You sorted by single core performance, then compared multi core performance. Sort by multi core performance, and you will see that the i9-11900K is nowhere near the top spot.
For example, the Ryzen 9 5950X has single/multi core scores of 1,688/16,645 - which is higher in multi core score than the M1 Max, but lower in the single core.
Interestingly, the iPhone's A15 SOC did get a newer version of Apple's big core this year.
>On an adjacent note, with a score of 7.28 in the integer suite, Apple’s A15 P-core is on equal footing with AMD’s Zen3-based Ryzen 5950X with a score of 7.29, and ahead of M1 with a score of 6.66.
Which is still not that much higher. Of the "consumer" CPUs only 5900X and 5950X score higher. And their stress power draw is about 2X of speculated M1 Max's.
That's maybe not a bad way to sort? Most of the time I'm interacting with a computer I'm waiting for some single thread to respond, so I want to maximize that, then look over a column to see if it will be adequate for bulk compute tasks as well.
Perhaps they were referencing the highest 8C chip. Certainly, a 5950X is faster, but it also has double the number of cores (counting only performance on the M1; I don't know if the 2 efficiency cores do anything on the multi-core benchmark). Not to mention the power consumption differences - one is in a laptop and the other is a desktop CPU.
Looking at a 1783/12693 on an 8-core CPU shows about a 10% scaling penalty from 1 to 8 cores - suppose a 32-core M1 came out for the Mac Pro that could scale only at 50% per core, that would still score over 28000, compared to the real-world top scorer, the 64-core 3990X scoring 25271.
The A15 efficiency cores will be in the next model. They are A76-level performance (flagship-level for Android from 2019-2020), but use only a tiny bit more power than the current efficiency cores.
At that point, their E-cores will have something like 80% the performance of a Zen 1 core. Zen 1 might not be the new hotness, but lots of people are perfectly fine with their Threadripper 1950X which Apple could almost match with 16 E-cores and only around 8 watts of peak power.
I suspect we'll see Apple joining ARM in three-tiered CPUs shortly. Adding a couple in-order cores just for tiny system processes that wake periodically, but don't actually do much just makes a ton of sense.
The single core is second to Intel's best but the multicore is well below in the scale, comparable to Intel Xeon W-2191B or Intel Core i9-10920X, which are 18 and 12 core beasts with TDP of up to 165W.
Which means, at least for Geekbench, Apple M1 Max has a power comparable to a very powerful desktop workstation. But if you need the absolute best of the best on multicore you can get double the performance with AMD Ryzen Threadripper 3990X at 280W TDP!
Can you imagine if Apple released some beast with similar TDP? 300W Apple M1 Unleashed, the trashcan design re-imagined, with 10X power of M1 Max if can preserve similar performance per watt. That would be 5X over the best of the best.

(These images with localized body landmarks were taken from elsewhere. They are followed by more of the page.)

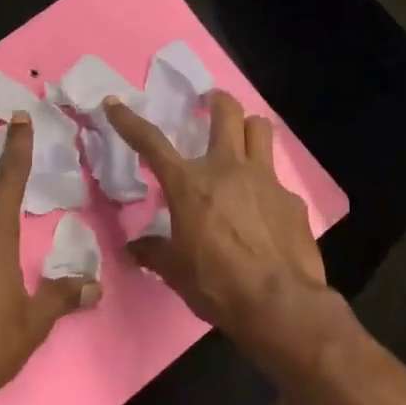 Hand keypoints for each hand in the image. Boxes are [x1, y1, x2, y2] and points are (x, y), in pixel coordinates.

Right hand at [106, 90, 345, 369]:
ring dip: (248, 127)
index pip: (151, 142)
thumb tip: (134, 248)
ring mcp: (265, 180)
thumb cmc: (217, 284)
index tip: (115, 103)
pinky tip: (263, 207)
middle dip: (216, 101)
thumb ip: (154, 252)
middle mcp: (227, 169)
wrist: (280, 304)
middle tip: (210, 103)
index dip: (129, 121)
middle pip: (226, 112)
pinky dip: (266, 183)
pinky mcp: (291, 199)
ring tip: (242, 139)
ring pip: (260, 129)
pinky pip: (277, 178)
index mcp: (189, 184)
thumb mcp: (175, 271) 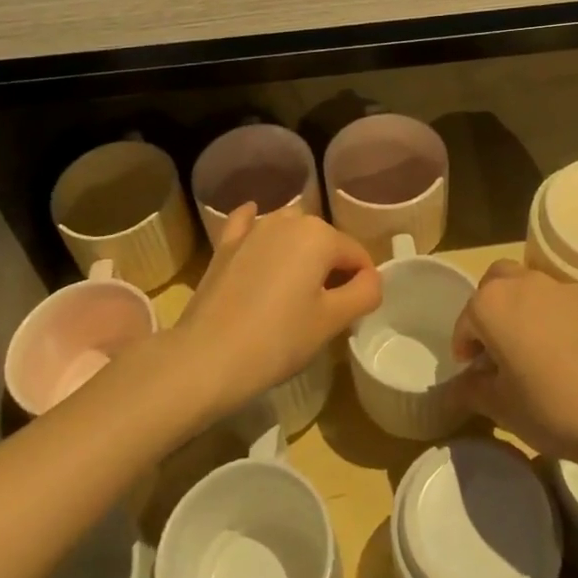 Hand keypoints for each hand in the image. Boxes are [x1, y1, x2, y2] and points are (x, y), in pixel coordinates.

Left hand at [176, 203, 380, 414]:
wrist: (207, 357)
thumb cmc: (278, 339)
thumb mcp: (332, 321)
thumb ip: (364, 293)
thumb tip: (371, 279)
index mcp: (320, 235)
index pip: (357, 256)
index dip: (363, 284)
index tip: (354, 314)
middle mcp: (288, 220)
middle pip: (325, 242)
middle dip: (331, 268)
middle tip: (325, 309)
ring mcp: (253, 229)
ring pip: (290, 231)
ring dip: (299, 251)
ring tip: (295, 289)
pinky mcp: (226, 245)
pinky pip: (249, 226)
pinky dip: (257, 229)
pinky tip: (257, 237)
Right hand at [452, 260, 577, 469]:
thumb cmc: (557, 406)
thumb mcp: (504, 409)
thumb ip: (473, 391)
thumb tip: (461, 385)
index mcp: (491, 303)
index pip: (464, 322)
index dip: (465, 351)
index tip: (474, 377)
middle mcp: (521, 283)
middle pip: (493, 287)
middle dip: (488, 314)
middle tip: (496, 353)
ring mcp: (559, 287)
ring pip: (526, 288)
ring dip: (518, 311)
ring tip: (529, 354)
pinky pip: (555, 302)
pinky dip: (548, 318)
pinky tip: (562, 356) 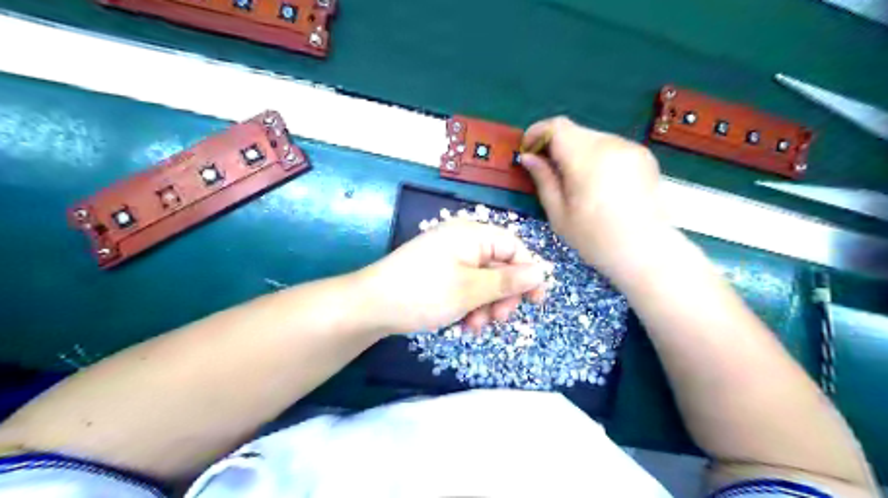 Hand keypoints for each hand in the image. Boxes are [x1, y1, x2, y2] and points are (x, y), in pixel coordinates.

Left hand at [354, 221, 548, 334]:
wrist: (370, 306)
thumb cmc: (424, 293)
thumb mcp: (471, 290)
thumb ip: (508, 282)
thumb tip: (541, 272)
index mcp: (472, 235)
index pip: (513, 248)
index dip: (528, 274)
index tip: (536, 302)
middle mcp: (462, 241)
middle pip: (499, 266)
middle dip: (502, 296)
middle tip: (498, 320)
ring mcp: (449, 258)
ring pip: (483, 281)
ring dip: (485, 306)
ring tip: (474, 327)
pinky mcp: (439, 274)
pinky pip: (465, 287)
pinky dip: (469, 306)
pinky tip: (462, 325)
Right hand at [522, 118, 664, 277]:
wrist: (646, 252)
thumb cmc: (596, 239)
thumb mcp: (559, 214)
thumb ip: (543, 179)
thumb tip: (528, 157)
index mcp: (586, 158)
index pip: (556, 127)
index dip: (537, 133)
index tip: (528, 151)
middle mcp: (610, 144)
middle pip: (574, 130)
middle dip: (555, 145)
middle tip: (547, 170)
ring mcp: (630, 147)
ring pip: (592, 138)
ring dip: (576, 151)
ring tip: (573, 181)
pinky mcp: (644, 155)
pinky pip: (610, 147)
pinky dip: (596, 157)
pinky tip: (598, 183) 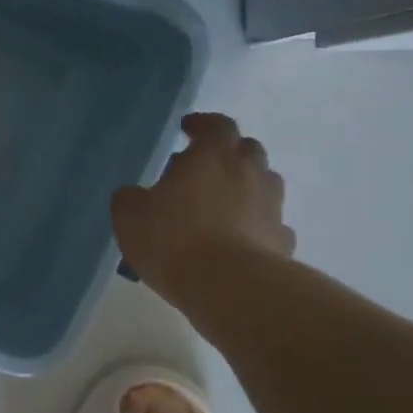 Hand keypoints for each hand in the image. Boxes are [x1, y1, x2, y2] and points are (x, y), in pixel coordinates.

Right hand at [111, 114, 294, 296]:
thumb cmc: (173, 239)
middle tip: (202, 169)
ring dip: (245, 188)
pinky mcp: (283, 242)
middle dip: (228, 154)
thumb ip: (131, 198)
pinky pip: (270, 225)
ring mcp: (271, 208)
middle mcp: (249, 173)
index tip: (187, 129)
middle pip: (248, 150)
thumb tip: (135, 195)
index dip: (202, 124)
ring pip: (264, 185)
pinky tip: (238, 241)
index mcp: (212, 156)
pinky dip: (256, 226)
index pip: (216, 124)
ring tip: (220, 206)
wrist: (229, 288)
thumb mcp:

If Apple made an iMac Pro with similar TDP to the Intel one, and keeps the performance per watt, that would mean multicore score of about 60K, which is twice of the best processor there is in the X86 World.

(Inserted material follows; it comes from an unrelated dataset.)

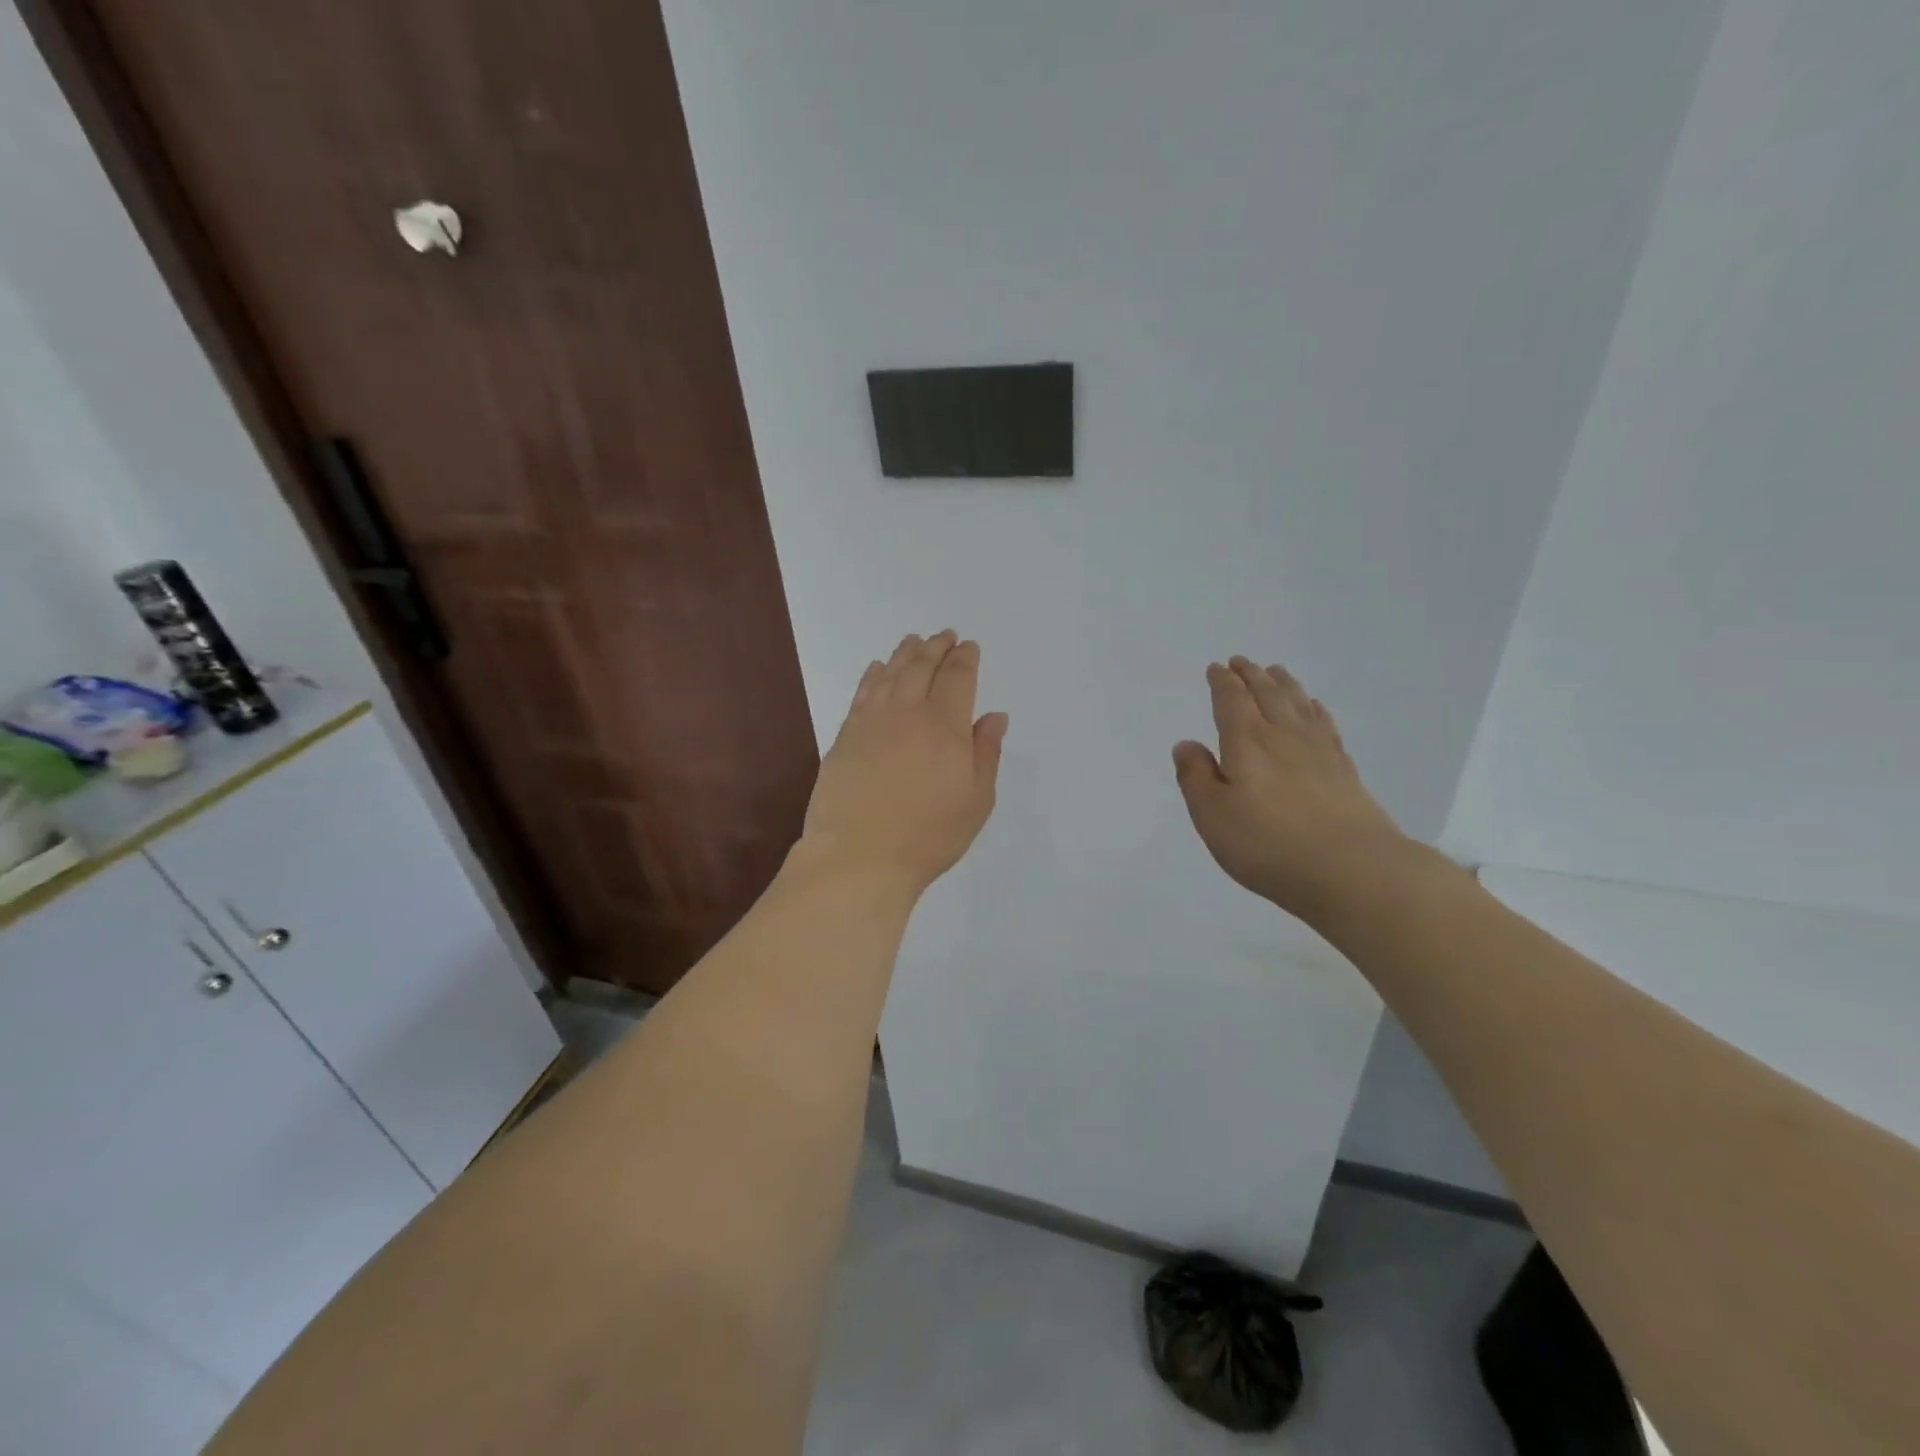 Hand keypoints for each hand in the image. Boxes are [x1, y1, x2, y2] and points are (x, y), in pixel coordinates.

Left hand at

I suspect, these scores don't tell the full story since the Apple SoC has specialised units for processing certain kind of data and they have direct access to the data in the memory and as a result it could be unmatched by anything but at the same time it can be comically slow for some other type of processes where X86 shines.
John Siracusa had a diagram linked here that shows the die for M1 Max, and says the ultimate desktop version is basically 4 M1 Max packages. If true, that’s a 40 core CPU 128 core GPU beast, and then we can compare to the desktop 280W Ryzens.
Interestingly, the M1 Max is only a 10 core (of which only 8 are high performance). I wonder what it will look like when it’s a 20-core, or even a 64-core like the Threadripper. Imagine a 64-core M1 on an iMac or Mac Pro.
Bloomberg's Gurman certainly has shown that he has reliable sources inside Apple over the years.
>Codenamed Jade 2C-Die and Jade 4C-Die, a redesigned Mac Pro is planned to come in 20 or 40 computing core variations, made up of 16 high-performance or 32 high-performance cores and four or eight high-efficiency cores. The chips would also include either 64 core or 128 core options for graphics.
P.S.
General rant: WTF Intel. I'm really glad there is a decoder ring but does it really have to be that hard? Is there really a need for 14 suffixes? For example, option T, power-optimized lifestyle. Is it really different from option U, mobile power efficient?
Per core performance is the most interesting metric.
Edit: for relative comparison between CPUs, per core metric is the most interesting unless you also account for heat, price and many other factors. Comparing a 56-core CPU with 10-core M1 is a meaningless comparison.
Or run heavy renders of complex ray-traced scenes.
Or do heavy 3D reconstruction from 2D images.
Or run Monte-Carlo simulations to compute complex likelihoods on parametric trading models.
Or train ML models.
The list of things you can do with a computer with many, many cores is long, and some of these (or parts thereof) are sometimes rather annoying to map to a GPU.
While working in rust I am most limited by single core performance. Incremental builds at the moment are like, 300ms compiling and 2 seconds linking. In release mode linking takes 10+ seconds with LTO turned on. The linker is entirely single threaded.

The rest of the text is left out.